- **What is needed**: Looking at the entries below, state how many lines contain the word "numbered". Give the number alone.

- **Saved entries**:
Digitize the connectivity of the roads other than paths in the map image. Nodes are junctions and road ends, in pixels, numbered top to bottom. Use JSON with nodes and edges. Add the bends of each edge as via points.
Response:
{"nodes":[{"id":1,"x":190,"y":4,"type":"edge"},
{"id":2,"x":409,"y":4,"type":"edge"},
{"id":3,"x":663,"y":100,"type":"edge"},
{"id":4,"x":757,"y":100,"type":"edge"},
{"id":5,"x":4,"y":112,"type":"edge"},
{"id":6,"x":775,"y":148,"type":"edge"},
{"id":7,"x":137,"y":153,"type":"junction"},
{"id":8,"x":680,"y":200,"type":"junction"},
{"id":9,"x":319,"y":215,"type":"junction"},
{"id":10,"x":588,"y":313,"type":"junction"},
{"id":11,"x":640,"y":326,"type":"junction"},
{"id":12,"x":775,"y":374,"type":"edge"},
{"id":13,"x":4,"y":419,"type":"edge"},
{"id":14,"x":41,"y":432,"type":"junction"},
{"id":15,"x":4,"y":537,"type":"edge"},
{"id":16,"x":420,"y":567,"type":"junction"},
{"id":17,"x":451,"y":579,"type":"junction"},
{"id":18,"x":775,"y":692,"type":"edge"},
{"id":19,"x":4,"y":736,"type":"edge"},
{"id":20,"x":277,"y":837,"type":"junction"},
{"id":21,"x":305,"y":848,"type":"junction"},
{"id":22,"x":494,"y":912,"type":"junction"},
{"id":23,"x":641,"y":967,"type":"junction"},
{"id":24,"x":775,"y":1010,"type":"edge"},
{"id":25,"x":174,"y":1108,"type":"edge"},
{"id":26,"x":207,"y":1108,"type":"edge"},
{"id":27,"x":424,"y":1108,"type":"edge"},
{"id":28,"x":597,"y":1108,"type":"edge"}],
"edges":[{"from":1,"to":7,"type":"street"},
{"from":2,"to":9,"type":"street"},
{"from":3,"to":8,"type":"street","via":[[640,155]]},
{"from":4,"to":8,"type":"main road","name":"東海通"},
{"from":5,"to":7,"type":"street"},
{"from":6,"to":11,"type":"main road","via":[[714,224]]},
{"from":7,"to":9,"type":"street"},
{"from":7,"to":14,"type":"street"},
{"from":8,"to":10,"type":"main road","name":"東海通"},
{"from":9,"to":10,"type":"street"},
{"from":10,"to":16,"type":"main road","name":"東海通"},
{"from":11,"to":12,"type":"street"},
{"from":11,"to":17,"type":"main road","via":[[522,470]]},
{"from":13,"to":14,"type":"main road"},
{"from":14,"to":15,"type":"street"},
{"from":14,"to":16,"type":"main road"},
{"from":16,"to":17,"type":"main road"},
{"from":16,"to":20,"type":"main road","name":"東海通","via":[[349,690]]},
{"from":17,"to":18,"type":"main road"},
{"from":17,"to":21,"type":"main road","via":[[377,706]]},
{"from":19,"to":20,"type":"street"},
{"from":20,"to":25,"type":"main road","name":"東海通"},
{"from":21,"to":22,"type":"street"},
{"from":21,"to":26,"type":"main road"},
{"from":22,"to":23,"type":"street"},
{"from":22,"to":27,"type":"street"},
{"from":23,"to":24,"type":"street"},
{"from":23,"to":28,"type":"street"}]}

--

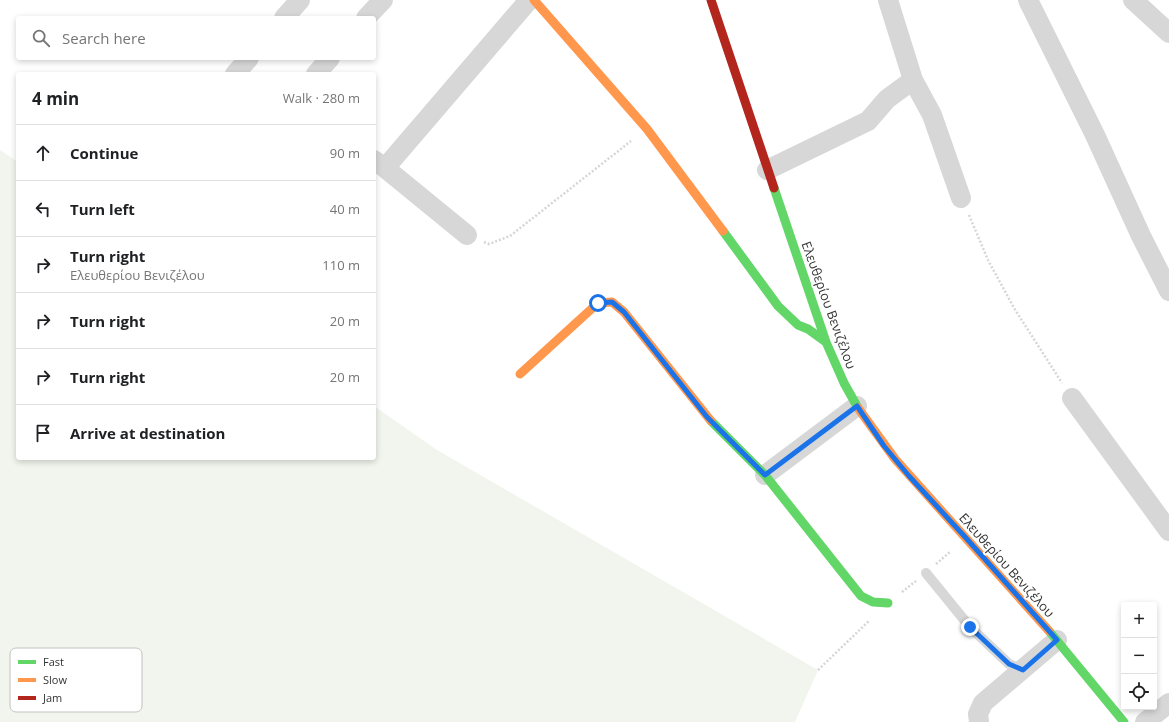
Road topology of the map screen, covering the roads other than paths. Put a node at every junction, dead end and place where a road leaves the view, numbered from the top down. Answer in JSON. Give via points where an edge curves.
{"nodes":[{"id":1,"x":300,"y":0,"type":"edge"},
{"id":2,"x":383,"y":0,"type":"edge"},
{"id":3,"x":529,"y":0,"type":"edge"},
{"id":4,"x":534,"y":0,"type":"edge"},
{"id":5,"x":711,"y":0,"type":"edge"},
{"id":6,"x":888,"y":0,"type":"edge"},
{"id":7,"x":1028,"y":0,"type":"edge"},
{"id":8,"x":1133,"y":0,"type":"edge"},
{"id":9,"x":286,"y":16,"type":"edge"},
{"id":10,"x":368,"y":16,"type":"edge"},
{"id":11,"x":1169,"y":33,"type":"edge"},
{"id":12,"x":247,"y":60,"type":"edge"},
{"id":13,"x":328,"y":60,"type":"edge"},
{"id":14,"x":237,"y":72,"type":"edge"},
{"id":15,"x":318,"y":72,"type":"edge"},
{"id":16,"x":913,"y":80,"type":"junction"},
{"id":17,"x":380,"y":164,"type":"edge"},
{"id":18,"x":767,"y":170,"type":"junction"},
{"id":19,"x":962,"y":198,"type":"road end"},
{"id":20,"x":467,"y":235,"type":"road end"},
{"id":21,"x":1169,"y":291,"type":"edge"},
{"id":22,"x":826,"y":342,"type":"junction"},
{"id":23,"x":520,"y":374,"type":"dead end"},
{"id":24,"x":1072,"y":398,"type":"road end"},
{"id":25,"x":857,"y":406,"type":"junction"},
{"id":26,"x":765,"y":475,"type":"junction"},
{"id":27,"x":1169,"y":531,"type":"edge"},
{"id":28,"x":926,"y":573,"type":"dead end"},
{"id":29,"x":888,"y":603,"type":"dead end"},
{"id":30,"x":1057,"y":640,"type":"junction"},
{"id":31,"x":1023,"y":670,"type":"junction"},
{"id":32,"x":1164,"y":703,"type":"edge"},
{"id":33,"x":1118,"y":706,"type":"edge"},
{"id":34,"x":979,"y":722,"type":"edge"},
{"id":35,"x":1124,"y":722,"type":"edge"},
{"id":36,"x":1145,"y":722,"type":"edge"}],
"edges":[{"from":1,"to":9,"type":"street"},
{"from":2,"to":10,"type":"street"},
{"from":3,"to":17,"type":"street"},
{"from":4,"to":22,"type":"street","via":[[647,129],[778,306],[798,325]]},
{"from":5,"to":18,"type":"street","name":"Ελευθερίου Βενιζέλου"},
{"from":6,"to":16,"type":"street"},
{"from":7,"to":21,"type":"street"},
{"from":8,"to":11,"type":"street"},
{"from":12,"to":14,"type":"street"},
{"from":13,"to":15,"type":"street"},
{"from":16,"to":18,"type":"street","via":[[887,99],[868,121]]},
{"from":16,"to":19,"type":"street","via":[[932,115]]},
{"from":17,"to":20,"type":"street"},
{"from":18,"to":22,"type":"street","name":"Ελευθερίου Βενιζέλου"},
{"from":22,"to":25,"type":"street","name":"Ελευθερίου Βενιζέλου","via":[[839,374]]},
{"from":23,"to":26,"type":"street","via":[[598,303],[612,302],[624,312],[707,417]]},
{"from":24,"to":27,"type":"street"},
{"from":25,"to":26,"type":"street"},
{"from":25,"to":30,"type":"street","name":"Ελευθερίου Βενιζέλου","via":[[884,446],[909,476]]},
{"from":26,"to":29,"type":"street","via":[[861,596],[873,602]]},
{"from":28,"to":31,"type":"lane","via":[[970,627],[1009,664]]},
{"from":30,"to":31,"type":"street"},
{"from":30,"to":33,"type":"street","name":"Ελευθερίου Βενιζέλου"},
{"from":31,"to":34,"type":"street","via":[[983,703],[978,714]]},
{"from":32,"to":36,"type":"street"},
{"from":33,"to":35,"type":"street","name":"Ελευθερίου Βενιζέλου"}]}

- **Result of this task**: 2